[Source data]
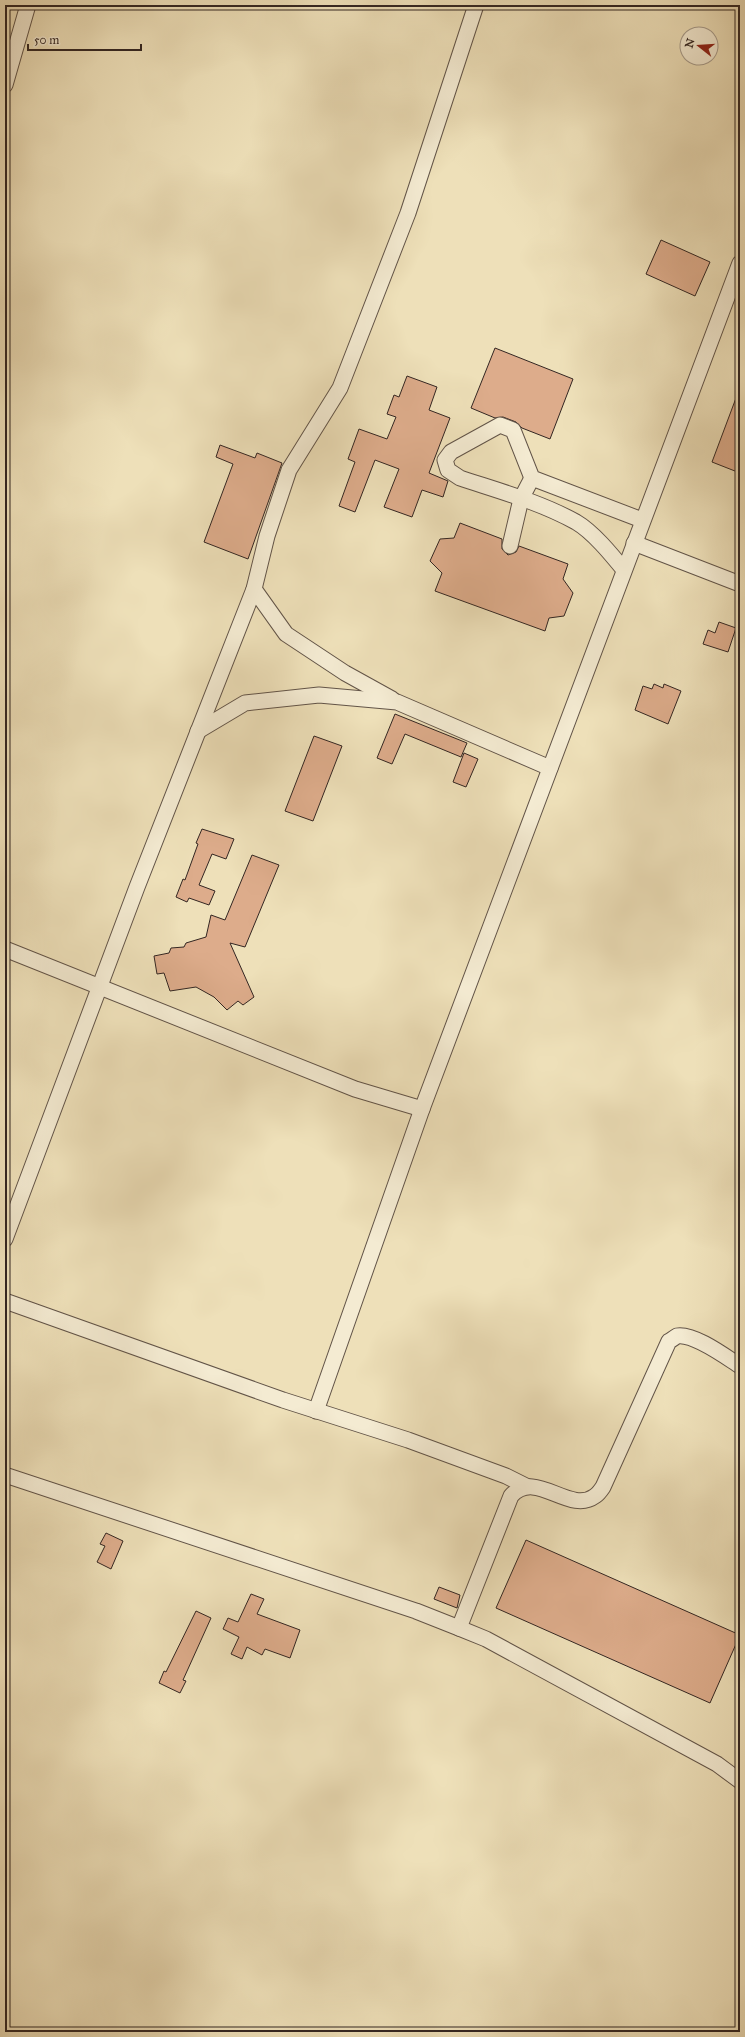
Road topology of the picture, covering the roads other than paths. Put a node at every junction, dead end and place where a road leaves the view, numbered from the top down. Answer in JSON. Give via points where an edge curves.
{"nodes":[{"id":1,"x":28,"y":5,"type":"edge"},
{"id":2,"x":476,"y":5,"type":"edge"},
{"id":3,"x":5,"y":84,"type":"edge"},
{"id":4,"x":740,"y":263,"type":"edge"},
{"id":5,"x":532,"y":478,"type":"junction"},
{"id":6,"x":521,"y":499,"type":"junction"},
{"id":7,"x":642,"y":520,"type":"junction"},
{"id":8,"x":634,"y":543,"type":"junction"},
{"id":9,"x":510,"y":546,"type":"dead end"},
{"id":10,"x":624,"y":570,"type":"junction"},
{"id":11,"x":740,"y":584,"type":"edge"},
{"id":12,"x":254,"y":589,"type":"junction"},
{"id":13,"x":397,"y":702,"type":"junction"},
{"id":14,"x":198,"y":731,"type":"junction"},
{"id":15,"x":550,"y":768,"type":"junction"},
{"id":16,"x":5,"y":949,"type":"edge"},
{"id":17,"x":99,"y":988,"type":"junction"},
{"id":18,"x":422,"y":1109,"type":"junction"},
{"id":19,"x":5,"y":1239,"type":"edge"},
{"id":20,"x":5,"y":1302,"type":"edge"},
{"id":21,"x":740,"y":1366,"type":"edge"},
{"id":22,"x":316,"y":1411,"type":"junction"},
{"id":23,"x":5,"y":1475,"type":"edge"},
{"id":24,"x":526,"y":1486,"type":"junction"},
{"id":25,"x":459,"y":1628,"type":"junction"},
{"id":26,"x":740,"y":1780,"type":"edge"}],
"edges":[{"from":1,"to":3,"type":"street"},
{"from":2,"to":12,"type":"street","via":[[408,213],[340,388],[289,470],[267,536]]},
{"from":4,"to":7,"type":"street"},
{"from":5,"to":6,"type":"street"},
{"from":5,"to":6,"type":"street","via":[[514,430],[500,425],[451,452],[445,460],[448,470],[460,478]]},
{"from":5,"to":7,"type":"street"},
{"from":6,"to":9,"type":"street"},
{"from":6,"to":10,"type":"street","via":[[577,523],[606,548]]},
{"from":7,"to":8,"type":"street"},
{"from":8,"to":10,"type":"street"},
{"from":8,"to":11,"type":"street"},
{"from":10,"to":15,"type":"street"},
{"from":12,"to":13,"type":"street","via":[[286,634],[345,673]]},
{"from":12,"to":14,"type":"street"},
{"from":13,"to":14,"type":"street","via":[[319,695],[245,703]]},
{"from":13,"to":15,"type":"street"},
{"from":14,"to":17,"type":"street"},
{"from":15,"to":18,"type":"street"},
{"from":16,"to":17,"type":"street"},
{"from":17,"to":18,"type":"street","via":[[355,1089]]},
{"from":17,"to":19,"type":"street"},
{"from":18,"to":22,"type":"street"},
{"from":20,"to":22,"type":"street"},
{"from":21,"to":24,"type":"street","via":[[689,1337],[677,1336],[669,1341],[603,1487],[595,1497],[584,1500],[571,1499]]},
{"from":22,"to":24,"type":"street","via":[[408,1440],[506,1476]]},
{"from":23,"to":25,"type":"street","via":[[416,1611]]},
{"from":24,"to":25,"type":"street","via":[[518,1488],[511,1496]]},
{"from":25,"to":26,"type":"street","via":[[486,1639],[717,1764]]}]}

### How to complete this task
Your task is to repeat the records exactly. Images do not belong in the copy.

### Written reply
Road topology of the picture, covering the roads other than paths. Put a node at every junction, dead end and place where a road leaves the view, numbered from the top down. Answer in JSON. Give via points where an edge curves.
{"nodes":[{"id":1,"x":28,"y":5,"type":"edge"},
{"id":2,"x":476,"y":5,"type":"edge"},
{"id":3,"x":5,"y":84,"type":"edge"},
{"id":4,"x":740,"y":263,"type":"edge"},
{"id":5,"x":532,"y":478,"type":"junction"},
{"id":6,"x":521,"y":499,"type":"junction"},
{"id":7,"x":642,"y":520,"type":"junction"},
{"id":8,"x":634,"y":543,"type":"junction"},
{"id":9,"x":510,"y":546,"type":"dead end"},
{"id":10,"x":624,"y":570,"type":"junction"},
{"id":11,"x":740,"y":584,"type":"edge"},
{"id":12,"x":254,"y":589,"type":"junction"},
{"id":13,"x":397,"y":702,"type":"junction"},
{"id":14,"x":198,"y":731,"type":"junction"},
{"id":15,"x":550,"y":768,"type":"junction"},
{"id":16,"x":5,"y":949,"type":"edge"},
{"id":17,"x":99,"y":988,"type":"junction"},
{"id":18,"x":422,"y":1109,"type":"junction"},
{"id":19,"x":5,"y":1239,"type":"edge"},
{"id":20,"x":5,"y":1302,"type":"edge"},
{"id":21,"x":740,"y":1366,"type":"edge"},
{"id":22,"x":316,"y":1411,"type":"junction"},
{"id":23,"x":5,"y":1475,"type":"edge"},
{"id":24,"x":526,"y":1486,"type":"junction"},
{"id":25,"x":459,"y":1628,"type":"junction"},
{"id":26,"x":740,"y":1780,"type":"edge"}],
"edges":[{"from":1,"to":3,"type":"street"},
{"from":2,"to":12,"type":"street","via":[[408,213],[340,388],[289,470],[267,536]]},
{"from":4,"to":7,"type":"street"},
{"from":5,"to":6,"type":"street"},
{"from":5,"to":6,"type":"street","via":[[514,430],[500,425],[451,452],[445,460],[448,470],[460,478]]},
{"from":5,"to":7,"type":"street"},
{"from":6,"to":9,"type":"street"},
{"from":6,"to":10,"type":"street","via":[[577,523],[606,548]]},
{"from":7,"to":8,"type":"street"},
{"from":8,"to":10,"type":"street"},
{"from":8,"to":11,"type":"street"},
{"from":10,"to":15,"type":"street"},
{"from":12,"to":13,"type":"street","via":[[286,634],[345,673]]},
{"from":12,"to":14,"type":"street"},
{"from":13,"to":14,"type":"street","via":[[319,695],[245,703]]},
{"from":13,"to":15,"type":"street"},
{"from":14,"to":17,"type":"street"},
{"from":15,"to":18,"type":"street"},
{"from":16,"to":17,"type":"street"},
{"from":17,"to":18,"type":"street","via":[[355,1089]]},
{"from":17,"to":19,"type":"street"},
{"from":18,"to":22,"type":"street"},
{"from":20,"to":22,"type":"street"},
{"from":21,"to":24,"type":"street","via":[[689,1337],[677,1336],[669,1341],[603,1487],[595,1497],[584,1500],[571,1499]]},
{"from":22,"to":24,"type":"street","via":[[408,1440],[506,1476]]},
{"from":23,"to":25,"type":"street","via":[[416,1611]]},
{"from":24,"to":25,"type":"street","via":[[518,1488],[511,1496]]},
{"from":25,"to":26,"type":"street","via":[[486,1639],[717,1764]]}]}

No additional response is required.